Torniamo a questo Cadence dove ritroviamo gli originali membri David Reece alla voce ed il chitarrista Curt Mitchell. Oltre ai due membri originali militano nella band il bassista Danny Greenberg (che però partecipò già in alcuni pezzi di ‘On Target’), il chitarrista Andy Susmihl e Hans in’t Zandt (U.D.O.) alla batteria.
Già dalla copertina dell’album (un Reece scuro e demoniaco… dov’è finito il capellone biondone cotonato di Loaded Gun???) si deduce che qualcosa in tutti questi anni è effettivamente cambiato, e non è solo il colore di capelli di Reece.
LE CANZONI
L’album parte con l’intro Wahzoo City. Non ho mai ben capito il senso delle intro in un album, meno di 40 secondi che non dicono nulla e che in realtà servono solo a lanciare il Rock pompato di Power Trippin’… i Bangalore Choir sono tornati!!! Si, ma molto più cattivi e inc..zati di prima, in fondo hanno avuto ben 18 anni per inc…zarsi.
Martyr ha un ritornello che riesce a prenderti dal primo momento con Reece che canta “I’m your Martyr” intanto che la canzone prende forma, un’ottima mid tempo.
L’album va nettamente in crescendo finora e la successiva Living Your Dreams Everyday ne è la conferma, un bel pezzo che sfora nel rock più soft portando alle nostre orecchie un Reece in piena forma. Molto bello il testo e l’arrangiamento della chitarra.
Ci spostiamo su sonorità più dark con la successiva Survival of the Fittest, un buon pezzo Rock con un bel ritornello ed un buon riff di chitarra.
Prende velocità invece la successiva Tomorrow con la sua batteria incalzante, altra canzone dell’album che trova il suo punto di forza nel ritornello. Bella e particolare l’intonazione di Reece proprio durante il ritornello.
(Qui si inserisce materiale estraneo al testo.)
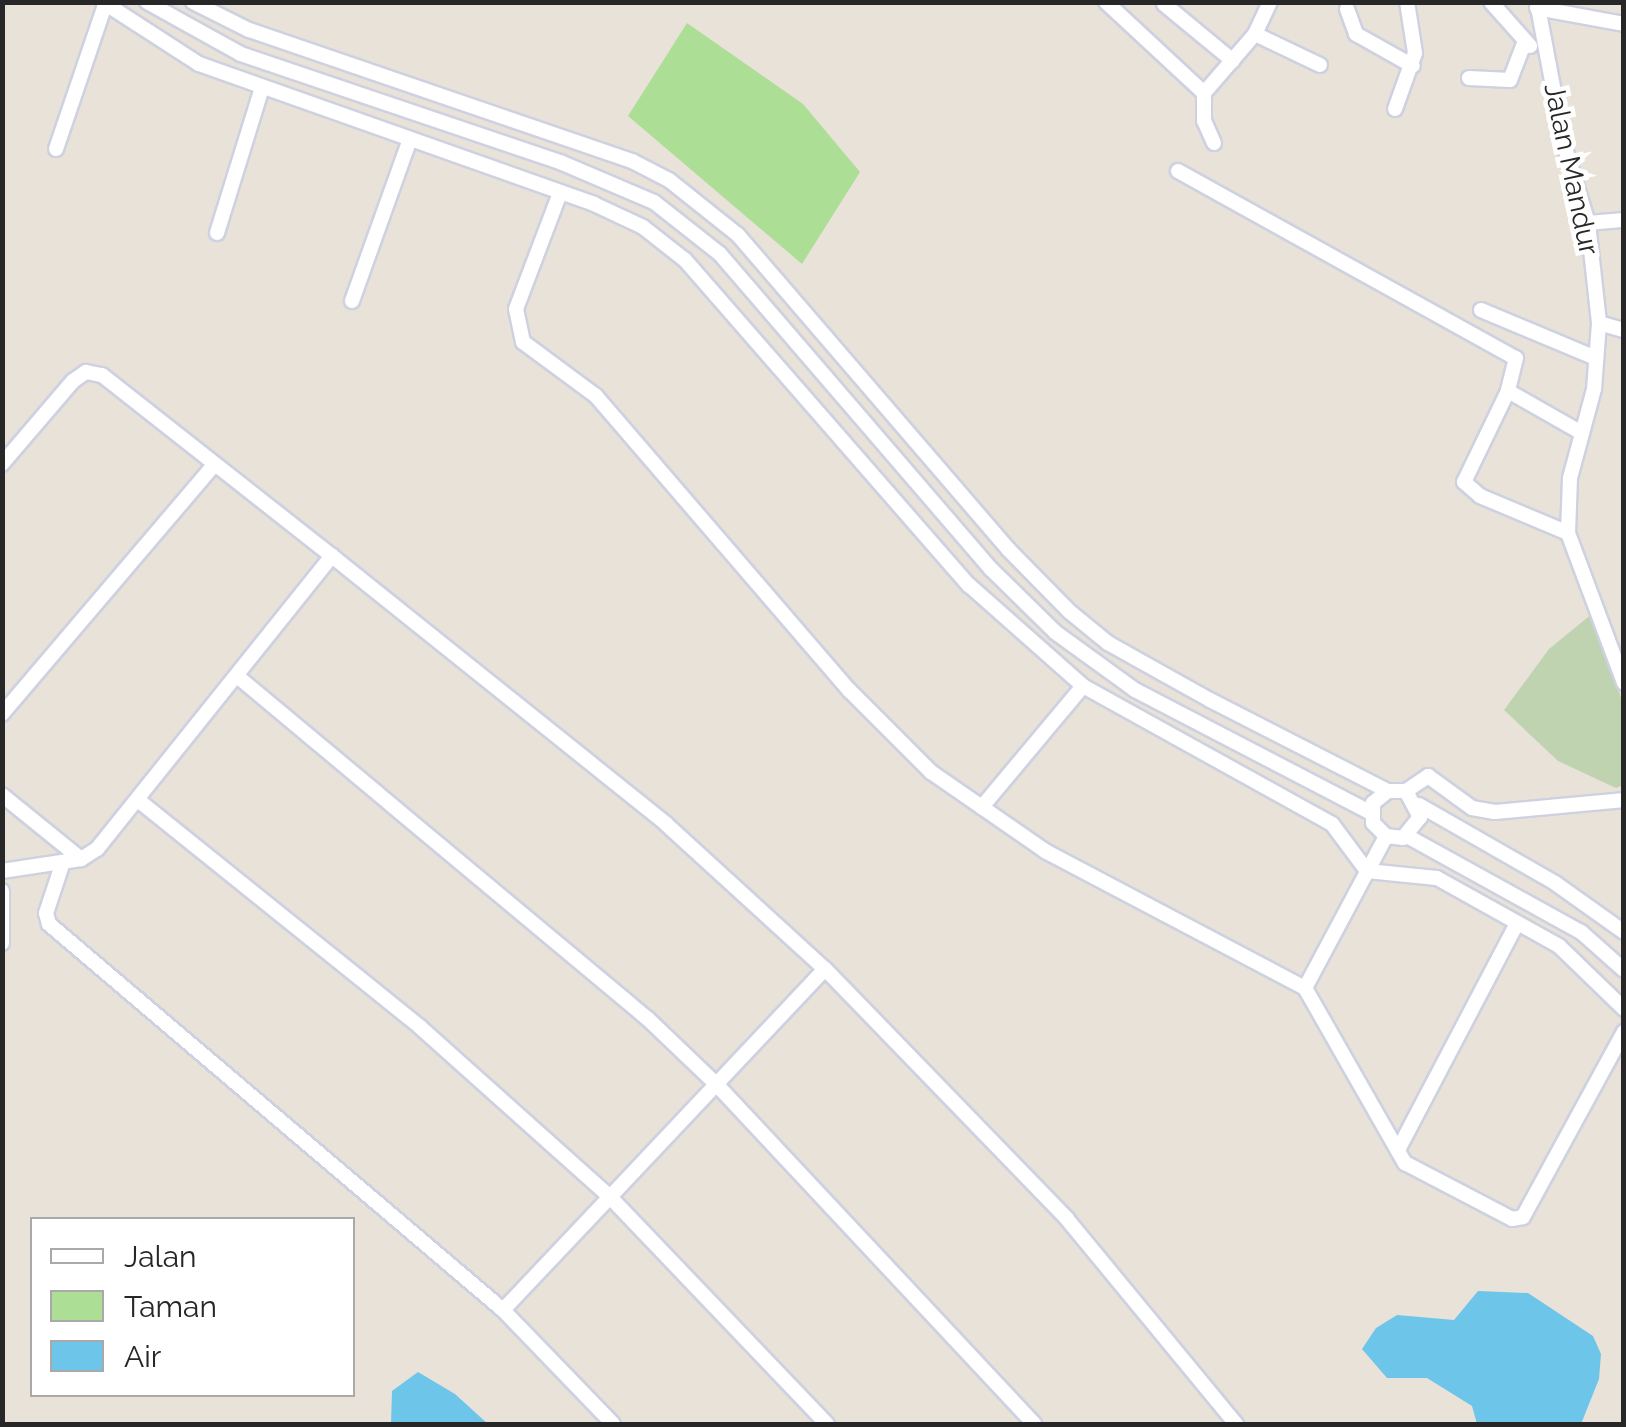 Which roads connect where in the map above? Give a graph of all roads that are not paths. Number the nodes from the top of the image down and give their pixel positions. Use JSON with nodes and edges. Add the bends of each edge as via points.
{"nodes":[{"id":1,"x":147,"y":2,"type":"edge"},
{"id":2,"x":192,"y":2,"type":"edge"},
{"id":3,"x":1106,"y":2,"type":"edge"},
{"id":4,"x":1270,"y":2,"type":"edge"},
{"id":5,"x":1407,"y":2,"type":"edge"},
{"id":6,"x":1491,"y":2,"type":"edge"},
{"id":7,"x":104,"y":4,"type":"edge"},
{"id":8,"x":1164,"y":4,"type":"edge"},
{"id":9,"x":1537,"y":5,"type":"edge"},
{"id":10,"x":1346,"y":9,"type":"dead end"},
{"id":11,"x":1624,"y":24,"type":"edge"},
{"id":12,"x":1255,"y":34,"type":"junction"},
{"id":13,"x":1524,"y":44,"type":"junction"},
{"id":14,"x":1545,"y":50,"type":"junction"},
{"id":15,"x":1233,"y":61,"type":"junction"},
{"id":16,"x":1320,"y":64,"type":"dead end"},
{"id":17,"x":1413,"y":66,"type":"junction"},
{"id":18,"x":1469,"y":78,"type":"dead end"},
{"id":19,"x":262,"y":88,"type":"junction"},
{"id":20,"x":1204,"y":93,"type":"junction"},
{"id":21,"x":1394,"y":109,"type":"dead end"},
{"id":22,"x":409,"y":142,"type":"junction"},
{"id":23,"x":1214,"y":143,"type":"dead end"},
{"id":24,"x":56,"y":149,"type":"dead end"},
{"id":25,"x":1178,"y":171,"type":"dead end"},
{"id":26,"x":560,"y":193,"type":"junction"},
{"id":27,"x":1624,"y":220,"type":"edge"},
{"id":28,"x":1588,"y":223,"type":"junction"},
{"id":29,"x":217,"y":233,"type":"dead end"},
{"id":30,"x":352,"y":301,"type":"dead end"},
{"id":31,"x":1481,"y":310,"type":"dead end"},
{"id":32,"x":1599,"y":323,"type":"junction"},
{"id":33,"x":1624,"y":330,"type":"edge"},
{"id":34,"x":1596,"y":358,"type":"junction"},
{"id":35,"x":1508,"y":391,"type":"junction"},
{"id":36,"x":1582,"y":433,"type":"junction"},
{"id":37,"x":2,"y":464,"type":"edge"},
{"id":38,"x":215,"y":464,"type":"junction"},
{"id":39,"x":1568,"y":533,"type":"junction"},
{"id":40,"x":332,"y":556,"type":"junction"},
{"id":41,"x":237,"y":676,"type":"junction"},
{"id":42,"x":1624,"y":683,"type":"edge"},
{"id":43,"x":1084,"y":686,"type":"junction"},
{"id":44,"x":2,"y":714,"type":"edge"},
{"id":45,"x":1388,"y":790,"type":"junction"},
{"id":46,"x":1406,"y":791,"type":"junction"},
{"id":47,"x":2,"y":795,"type":"edge"},
{"id":48,"x":138,"y":800,"type":"junction"},
{"id":49,"x":1624,"y":800,"type":"edge"},
{"id":50,"x":1419,"y":805,"type":"junction"},
{"id":51,"x":982,"y":807,"type":"junction"},
{"id":52,"x":1371,"y":813,"type":"junction"},
{"id":53,"x":1386,"y":836,"type":"junction"},
{"id":54,"x":1408,"y":836,"type":"junction"},
{"id":55,"x":81,"y":859,"type":"junction"},
{"id":56,"x":63,"y":862,"type":"junction"},
{"id":57,"x":2,"y":871,"type":"edge"},
{"id":58,"x":1367,"y":872,"type":"junction"},
{"id":59,"x":2,"y":891,"type":"edge"},
{"id":60,"x":1517,"y":923,"type":"junction"},
{"id":61,"x":1624,"y":932,"type":"edge"},
{"id":62,"x":2,"y":943,"type":"edge"},
{"id":63,"x":826,"y":970,"type":"junction"},
{"id":64,"x":1624,"y":970,"type":"edge"},
{"id":65,"x":1305,"y":988,"type":"junction"},
{"id":66,"x":1624,"y":1009,"type":"edge"},
{"id":67,"x":1624,"y":1032,"type":"edge"},
{"id":68,"x":717,"y":1085,"type":"junction"},
{"id":69,"x":1399,"y":1148,"type":"junction"},
{"id":70,"x":610,"y":1197,"type":"junction"},
{"id":71,"x":504,"y":1310,"type":"junction"},
{"id":72,"x":613,"y":1424,"type":"edge"},
{"id":73,"x":827,"y":1424,"type":"edge"},
{"id":74,"x":1034,"y":1424,"type":"edge"},
{"id":75,"x":1236,"y":1424,"type":"edge"}],
"edges":[{"from":1,"to":52,"type":"street","via":[[241,54],[560,162],[654,202],[720,254],[991,569],[1055,632],[1135,690]]},
{"from":2,"to":45,"type":"street","via":[[249,30],[632,161],[669,180],[738,235],[1008,550],[1070,612],[1148,666]]},
{"from":3,"to":20,"type":"street"},
{"from":4,"to":12,"type":"street"},
{"from":5,"to":17,"type":"street"},
{"from":6,"to":13,"type":"street"},
{"from":7,"to":19,"type":"street","via":[[179,56]]},
{"from":7,"to":24,"type":"street"},
{"from":8,"to":15,"type":"street"},
{"from":9,"to":11,"type":"street"},
{"from":9,"to":14,"type":"street","name":"Jalan Mandur"},
{"from":10,"to":17,"type":"street","via":[[1356,34]]},
{"from":12,"to":15,"type":"street"},
{"from":12,"to":16,"type":"street"},
{"from":13,"to":14,"type":"street"},
{"from":13,"to":18,"type":"street","via":[[1510,80]]},
{"from":14,"to":28,"type":"street","name":"Jalan Mandur"},
{"from":15,"to":20,"type":"street"},
{"from":17,"to":21,"type":"street"},
{"from":19,"to":22,"type":"street"},
{"from":19,"to":29,"type":"street"},
{"from":20,"to":23,"type":"street","via":[[1204,121]]},
{"from":22,"to":26,"type":"street"},
{"from":22,"to":30,"type":"street"},
{"from":25,"to":35,"type":"street","via":[[1516,358]]},
{"from":26,"to":43,"type":"street","via":[[620,214],[685,260],[969,585]]},
{"from":26,"to":51,"type":"street","via":[[516,309],[523,342],[596,396],[887,730]]},
{"from":27,"to":28,"type":"street"},
{"from":28,"to":32,"type":"street","name":"Jalan Mandur"},
{"from":31,"to":34,"type":"street"},
{"from":32,"to":33,"type":"street"},
{"from":32,"to":34,"type":"street","name":"Jalan Mandur"},
{"from":34,"to":36,"type":"street","name":"Jalan Mandur"},
{"from":35,"to":36,"type":"street"},
{"from":35,"to":39,"type":"street","via":[[1464,482],[1480,496]]},
{"from":36,"to":39,"type":"street","name":"Jalan Mandur","via":[[1570,478]]},
{"from":37,"to":38,"type":"street","via":[[86,372],[102,375]]},
{"from":38,"to":40,"type":"street"},
{"from":38,"to":44,"type":"street"},
{"from":39,"to":42,"type":"street","name":"Jalan Mandur"},
{"from":40,"to":41,"type":"street"},
{"from":40,"to":63,"type":"street","via":[[666,824]]},
{"from":41,"to":48,"type":"street"},
{"from":41,"to":68,"type":"street","via":[[542,926]]},
{"from":43,"to":51,"type":"street"},
{"from":43,"to":58,"type":"street","via":[[1332,824]]},
{"from":45,"to":46,"type":"street"},
{"from":45,"to":52,"type":"street"},
{"from":46,"to":49,"type":"street","via":[[1428,776],[1472,808],[1495,812]]},
{"from":46,"to":50,"type":"street"},
{"from":47,"to":55,"type":"street"},
{"from":48,"to":55,"type":"street"},
{"from":48,"to":70,"type":"street","via":[[420,1028]]},
{"from":50,"to":54,"type":"street"},
{"from":50,"to":61,"type":"street","via":[[1555,883]]},
{"from":51,"to":65,"type":"street","via":[[1044,850]]},
{"from":52,"to":53,"type":"street"},
{"from":53,"to":54,"type":"street"},
{"from":53,"to":58,"type":"street"},
{"from":54,"to":64,"type":"street","via":[[1581,932]]},
{"from":55,"to":56,"type":"street"},
{"from":56,"to":57,"type":"street"},
{"from":56,"to":71,"type":"street","via":[[46,913],[49,924]]},
{"from":58,"to":60,"type":"street","via":[[1438,878]]},
{"from":58,"to":65,"type":"street"},
{"from":59,"to":62,"type":"street"},
{"from":60,"to":66,"type":"street","via":[[1579,961]]},
{"from":60,"to":69,"type":"street"},
{"from":63,"to":68,"type":"street"},
{"from":63,"to":75,"type":"street","via":[[1067,1220]]},
{"from":65,"to":69,"type":"street"},
{"from":67,"to":69,"type":"street","via":[[1524,1217],[1512,1218],[1418,1171],[1404,1162]]},
{"from":68,"to":70,"type":"street"},
{"from":68,"to":74,"type":"street"},
{"from":70,"to":71,"type":"street"},
{"from":70,"to":73,"type":"street"},
{"from":71,"to":72,"type":"street"}]}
Heart Attack & Vine fa un’entrata da puro Hard Rock e ci conduce al lento Still Have A Song to Sing, in assoluto uno dei pezzi che più mi sono piaciuti di questo album. Bello, classico nell’esecuzione e nello stile, ma riesce comunque in pieno a trasmettere quelle vibrazioni malinconiche che ci lancia Reece con la sua “rude” voce soffusa. Un bel giro solista di chitarra fa da ciliegina a questa bella interpretazione.
Dig Deep mi ha riportato alla mente, con le dovute distanze, la bella Wanted Dead or Alive dei Bon Jovi… e la successiva canzone si intitola proprio Never Say Goodbye come un famoso pezzo dei Bon Jovi, sarà un caso? Comunque questo è un bel pezzo rock, niente a che vedere con la ballad del biondo Bon Jovi.
Sweet Temptation è la possibile “macina consensi” di questo album, con un piglio molto commerciale e che più si avvicina ai vecchi Bangalore Choir, una bella cavalcata Rock.
High On the Clouds non mi ha particolarmente colpito, non è male ma sa di già sentito, si può andare oltre. Anche la successiva Spirits too they Bleed non mi ha particolarmente esaltato, direi che questi due pezzi sono il momento meno riuscito dell’album pur se, come gà detto, non sono comunque brutti pezzi.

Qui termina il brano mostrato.